Decision makers typically are concerned not just with aggregate measures, but also with the performance of systems in particular environments. While the panel found this concern reflected in the analyses we examined, the reporting of results for individual scenarios and prototypes was almost always informal. The panel was often told that statistics could not be applied to the problem of performance of individual scenarios because sample sizes were too small. Analysts were frequently unaware of formal statistical methods and modeling approaches for making effective use of limited sample sizes.
Information from operational tests is infrequently combined with information from developmental tests and test and field performance of related systems. The ability to combine information is hampered by institutional problems, by the lack of a process for archiving test data, and by the lack of standardized reporting procedures.
This chapter discusses problems with current procedures for analyzing and reporting of operational test results, and recommends alternative approaches that can improve the efficiency with which decision relevant information can be extracted from operational tests. The evaluation of the operational readiness of systems can be substantially improved by implementing these changes. In addition, money can be saved through more efficient use of limited test funds.
LIMITATIONS OF SIGNIFICANCE TESTING
Significance testing has a number of advantages for presenting the results of operational tests and for deciding whether to pass (defense) systems to full-rate production.1 Significance testing is a long-standing method for assessing whether an estimated quantity is significantly different from an assumed quantity. Therefore, it has utility in evaluating whether the results of an operational test demonstrate the satisfaction of a system requirement. The objectivity of this approach is useful, given the various incentives of participants in the acquisition process. Certainly, if a system performs significantly below its required level, it is a major concern.

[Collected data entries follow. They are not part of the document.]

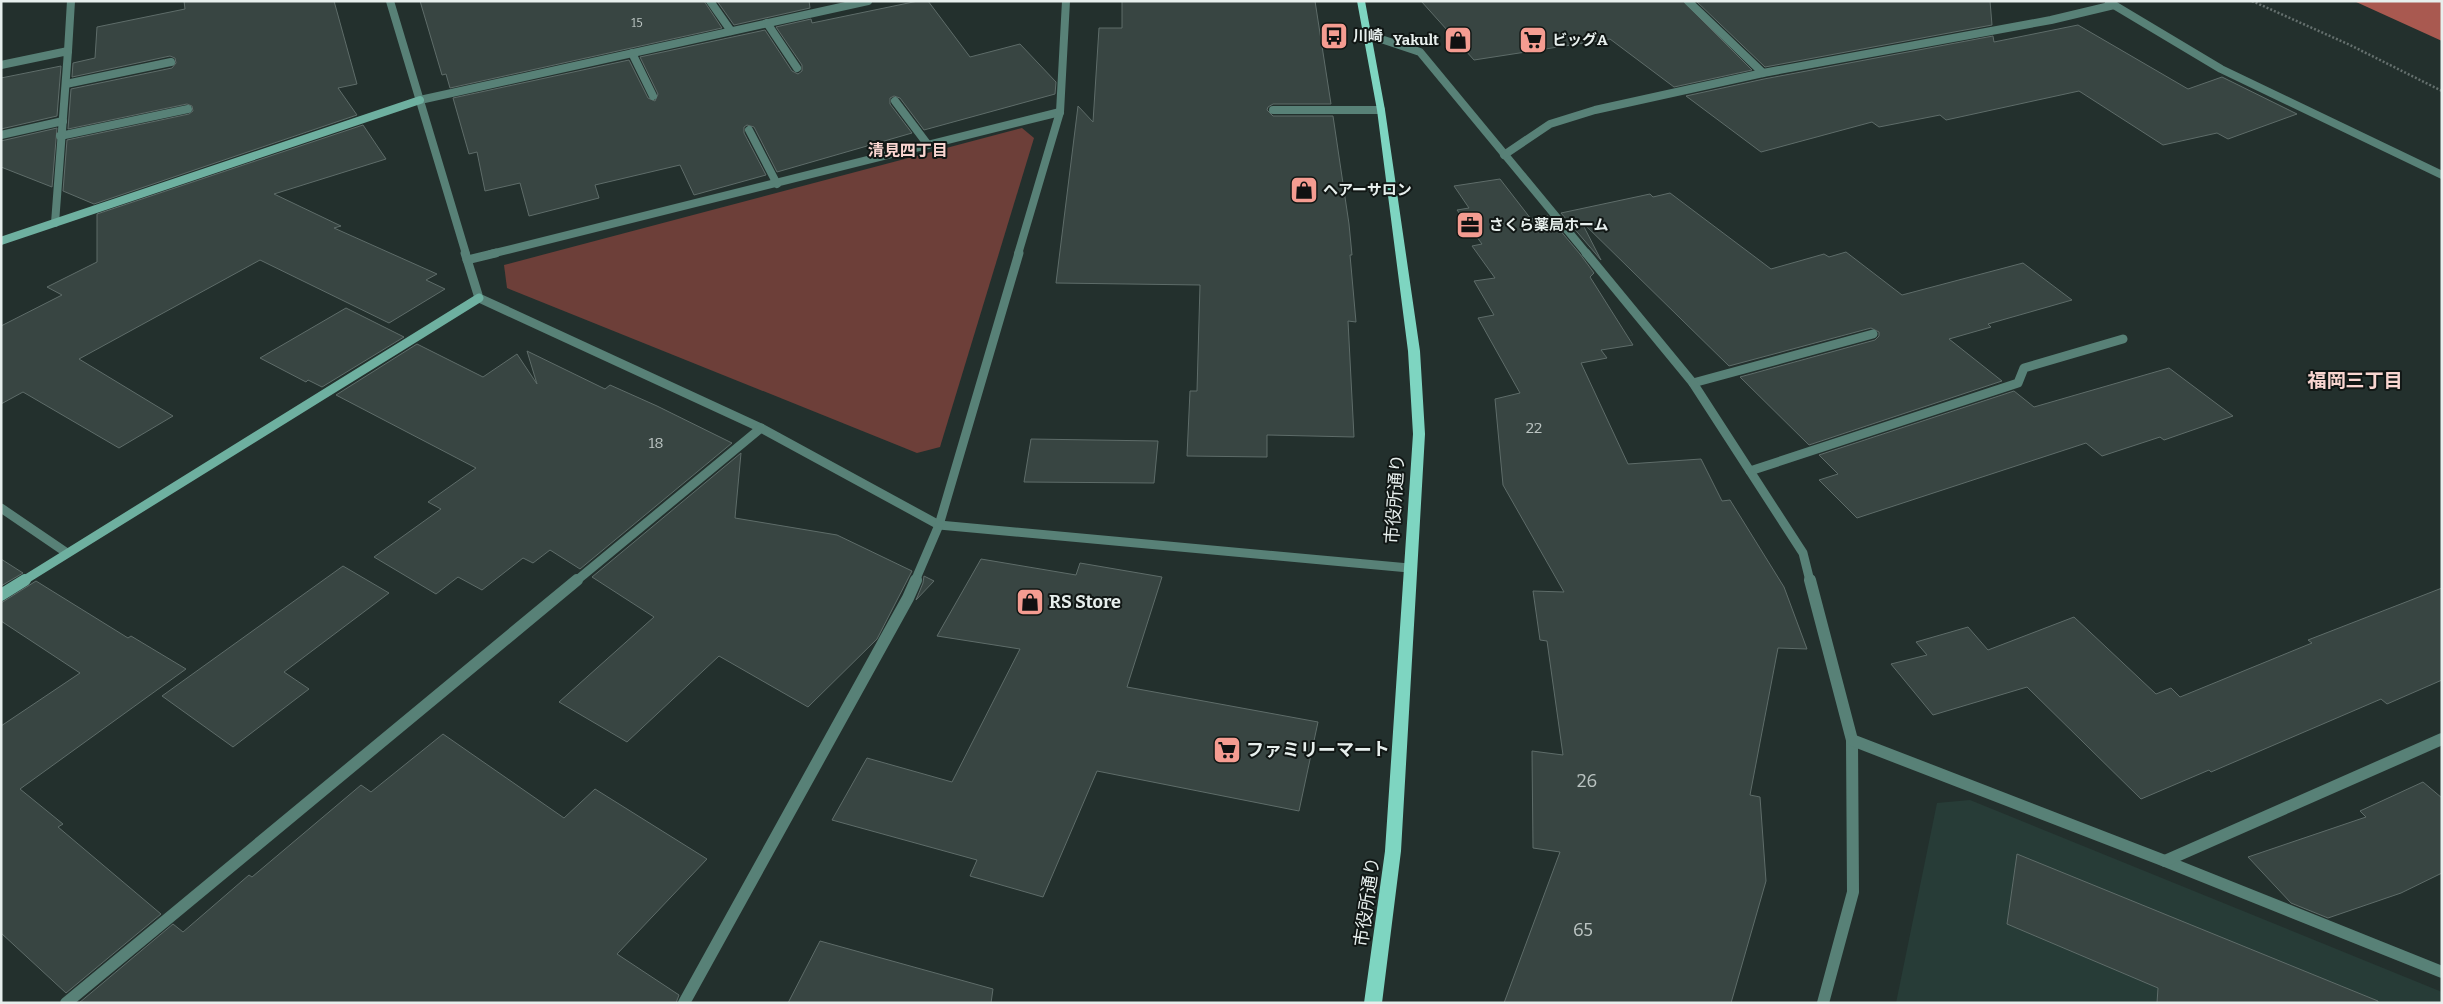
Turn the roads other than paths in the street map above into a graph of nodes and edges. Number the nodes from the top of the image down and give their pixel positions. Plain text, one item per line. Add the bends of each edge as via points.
1 (71, 1) edge
2 (390, 1) edge
3 (710, 1) edge
4 (868, 1) edge
5 (1066, 1) edge
6 (1362, 1) edge
7 (1688, 1) edge
8 (2111, 3) edge
9 (767, 23) junction
10 (731, 31) junction
11 (1369, 35) junction
12 (68, 51) junction
13 (632, 53) junction
14 (171, 62) dead end
15 (1, 65) edge
16 (797, 68) dead end
17 (1763, 73) junction
18 (66, 84) junction
19 (653, 96) dead end
20 (420, 100) junction
21 (895, 101) dead end
22 (188, 109) dead end
23 (1273, 110) dead end
24 (1381, 110) junction
25 (1060, 112) junction
26 (63, 121) junction
27 (749, 130) dead end
28 (1, 135) edge
29 (60, 136) junction
30 (928, 145) junction
31 (1504, 155) junction
32 (2442, 175) edge
33 (777, 184) junction
34 (55, 223) junction
35 (1, 241) edge
36 (467, 260) junction
37 (479, 298) junction
38 (1873, 334) dead end
39 (2122, 339) dead end
40 (1693, 383) junction
41 (762, 428) junction
42 (1750, 472) junction
43 (1, 508) edge
44 (939, 525) junction
45 (67, 553) junction
46 (1409, 568) junction
47 (1, 595) edge
48 (2442, 739) edge
49 (1852, 740) junction
50 (2165, 861) junction
51 (2442, 972) edge
52 (66, 1003) edge
53 (684, 1003) edge
54 (1373, 1003) edge
55 (1822, 1003) edge

1 - 12 street
2 - 20 street
3 - 10 street
4 - 9 street
5 - 25 street
6 - 11 main road, 市役所通り
7 - 17 street
8 - 17 street via 2051,20
8 - 32 street via 2221,69
9 - 10 street
9 - 16 street
10 - 13 street
11 - 24 main road, 市役所通り
11 - 31 street via 1420,52
12 - 15 street
12 - 18 street
13 - 19 street
13 - 20 street
14 - 18 street
17 - 31 street via 1595,110 1550,124
18 - 26 street
20 - 34 street
20 - 36 street
21 - 30 street
22 - 29 street
23 - 24 street
24 - 46 main road, 市役所通り via 1414,351 1418,434
25 - 30 street
25 - 44 street
26 - 28 street
26 - 29 street
27 - 33 street
29 - 34 street
30 - 33 street
31 - 40 street
33 - 36 street
34 - 35 street
36 - 37 street
37 - 41 street
37 - 45 street
38 - 40 street
39 - 42 street via 2024,368 2018,383
40 - 42 street
41 - 44 street
41 - 52 street
42 - 49 street via 1803,553
43 - 45 street
44 - 46 street
44 - 53 street via 908,598
45 - 47 street
46 - 54 main road, 市役所通り via 1393,851
48 - 50 street
49 - 50 street
49 - 55 street via 1853,892
50 - 51 street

In several places in this report, a result from a significance (hypothesis) test, specifically a t-test, is put forward as an operational testing output of primary interest to decision makers for a given measure of performance or effectiveness. When these are produced, that is the role they can play (besides often being used to determine a statistically-based sample size in sample design). However, we point out that in many or most cases, summary statistics (such as means or percentages, especially when they exceed a required level) are viewed as sufficient for input to the decision process; use of significance testing is not customary. Even though significance testing is not uniformly applied, the panel views it as representing current best practice. and that is what we choose to comment on.